Building a resilient city – Quay Street Seawall

Building a resilient city – Quay Street Seawall

Running the length of Quay Street is a seawall. This historic seawall supports reclamation that was undertaken between 1879 and the early 20th century and has protected downtown Auckland for more than 100 years.

But it was never designed for earthquakes and is not going to last forever without some help.

During the last 18 months, Tonkin + Taylor (T+T) has been part of the team with Auckland Transport (AT) and the Downtown Joint Venture (DJV) contractors strengthening a 600-metre long section of the seawall. 

Luke Storie, Geotechnical Engineer, has led the seismic strengthening design and our Design Manager Mark Foster has managed the design delivery of the seawall project as well as the other four projects within the Downtown Infrastructure Development Programme.

The designers worked collaboratively with the planners, led by our Technical Director – Planning Jennifer Carvill, to deliver separate resource consents for each section. This enabled us to work with AT to address the needs of a wide range of stakeholders on Quay Street, while we responded to challenging programme requirements.

“With the seawall being the first piece of the jigsaw puzzle required to complete the works Downtown, it was essential that the team delivered the design and consents really quickly,” says Mark. “The whole team pulled together to get a complicated job done in such a short time frame.”

Design and consenting the seismic strengthening of Quay Street was approached in four sections, using three methodologies. “The different methodologies were designed to work with the existing seawall location, key stakeholders, ground conditions, and design requirements,” Luke says. The final designs also help to minimise disruption.

The four sections of seawall include the area in front of Princes Wharf, the Ferry Basin, the area adjacent to the Ferry Building, and a stretch between Queens Wharf and Marsden Wharf.

The Ferry Basin and the area adjacent to the Ferry Building use inclined rock anchors to strengthen the existing seawall. In these two sections, high-strength steel tendons anchor the existing seawall to the rock and protect it from sideways movement during an earthquake.
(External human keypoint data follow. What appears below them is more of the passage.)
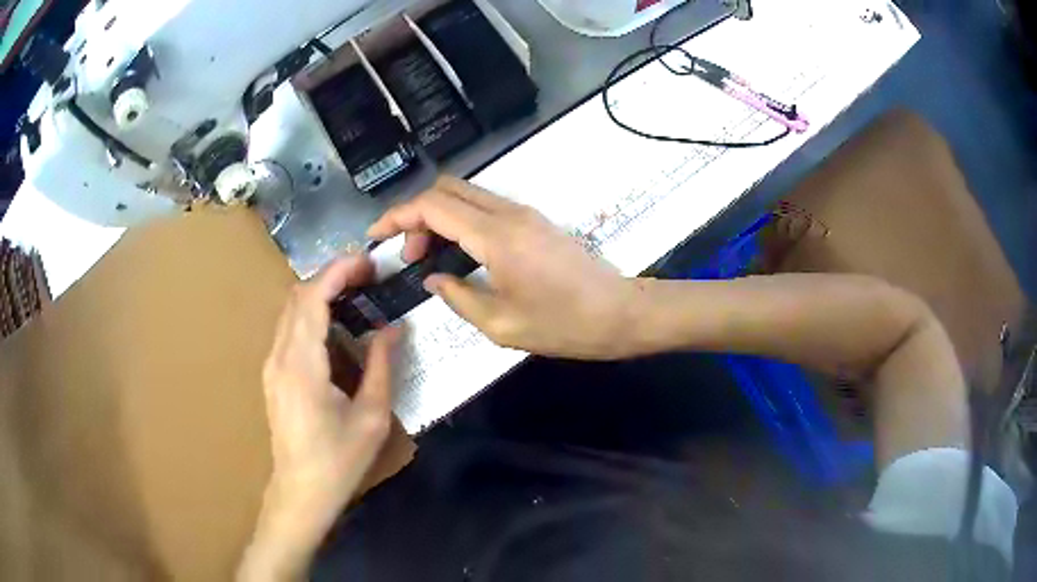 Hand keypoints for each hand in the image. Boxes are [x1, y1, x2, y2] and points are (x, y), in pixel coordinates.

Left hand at [239, 255, 399, 581]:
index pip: (312, 298)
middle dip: (330, 276)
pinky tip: (334, 325)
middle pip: (297, 296)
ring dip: (319, 292)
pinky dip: (310, 312)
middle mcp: (279, 357)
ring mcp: (271, 365)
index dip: (338, 272)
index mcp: (302, 366)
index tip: (367, 263)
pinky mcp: (272, 374)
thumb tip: (393, 328)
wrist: (301, 491)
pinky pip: (288, 328)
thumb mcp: (370, 417)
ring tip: (354, 294)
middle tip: (367, 276)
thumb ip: (380, 366)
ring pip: (290, 310)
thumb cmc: (339, 460)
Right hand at [368, 177, 635, 358]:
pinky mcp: (533, 221)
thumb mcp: (501, 324)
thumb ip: (458, 297)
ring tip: (428, 256)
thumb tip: (434, 278)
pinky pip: (484, 207)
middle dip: (415, 214)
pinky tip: (457, 252)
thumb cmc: (563, 324)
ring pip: (465, 194)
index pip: (433, 206)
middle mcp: (507, 213)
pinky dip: (459, 220)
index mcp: (495, 236)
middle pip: (446, 189)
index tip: (376, 236)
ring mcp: (523, 213)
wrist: (619, 312)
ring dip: (437, 216)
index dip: (397, 216)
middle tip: (408, 254) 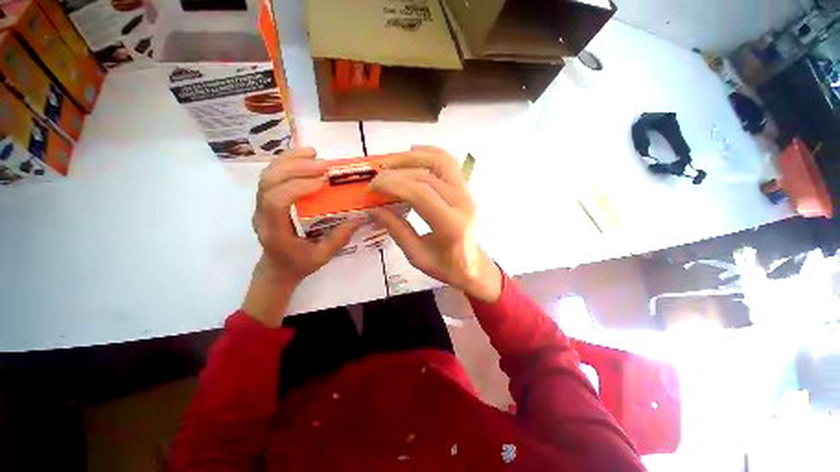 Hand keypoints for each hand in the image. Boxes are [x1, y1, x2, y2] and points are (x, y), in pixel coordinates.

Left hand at [243, 148, 361, 325]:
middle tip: (323, 165)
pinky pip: (271, 176)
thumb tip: (360, 217)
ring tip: (314, 153)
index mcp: (274, 232)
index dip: (296, 188)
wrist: (277, 268)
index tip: (322, 182)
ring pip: (267, 175)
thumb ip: (340, 237)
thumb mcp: (323, 256)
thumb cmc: (299, 264)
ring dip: (289, 160)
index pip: (275, 203)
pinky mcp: (265, 199)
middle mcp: (262, 215)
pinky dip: (286, 162)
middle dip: (295, 168)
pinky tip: (303, 156)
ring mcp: (260, 206)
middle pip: (268, 183)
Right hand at [370, 146, 501, 301]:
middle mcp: (462, 203)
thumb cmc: (445, 267)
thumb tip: (373, 209)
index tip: (372, 187)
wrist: (472, 266)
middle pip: (427, 175)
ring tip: (391, 161)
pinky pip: (449, 163)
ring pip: (441, 161)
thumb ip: (396, 230)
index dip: (393, 185)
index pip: (419, 193)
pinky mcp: (465, 189)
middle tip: (376, 178)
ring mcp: (466, 193)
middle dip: (397, 172)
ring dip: (413, 157)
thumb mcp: (416, 255)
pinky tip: (413, 152)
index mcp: (451, 225)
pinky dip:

The strengthening of Quay Street between Queens Wharf and Marsden Wharf uses a palisade wall approach, which involved constructing 96 reinforced concrete piles along the 300m length of the seawall. Each pile has a diameter of 1200mm and pile lengths vary from 10m to 25m.

Princes Wharf was a bit different.

“Princes Wharf has a lot of underground utility services in the area, such as internet, water, sewage, and power,” Luke says. “There were concerns early in the project about impacts to the tight construction programme if these underground utilities had to be relocated so the team had to find a way of strengthening Quay Street while avoiding significant relocation works.”

The team used a fairly new technique called jet grouting. This involves drilling 200mm diameter holes down to a hard layer such as rock and then injecting a water/cement mixture into the soil using a rotating nozzle, forming a column as it moves from the hard layer up to ground level. With the 153 jet grout columns now installed to help support Quay Street, the enhancement of Quay Street with wider footpaths, easier navigation, vegetation, and new street furniture can get underway.

A strengthened seawall is the foundation for the city, and Eric van Essen, AT Programme Director of the Downtown Programme, has said that the strengthened seawall is the foundation upon which all the other projects depend.

“While strengthening works have been highly visible requiring some very impressive construction and drilling equipment, the seawall itself is largely unseen beneath Quay Street,” says Mr van Essen.

“It is reassuring to know that this critical strengthening work will secure the resilience of the city against seismic events and climate change for another 100 years and beyond.”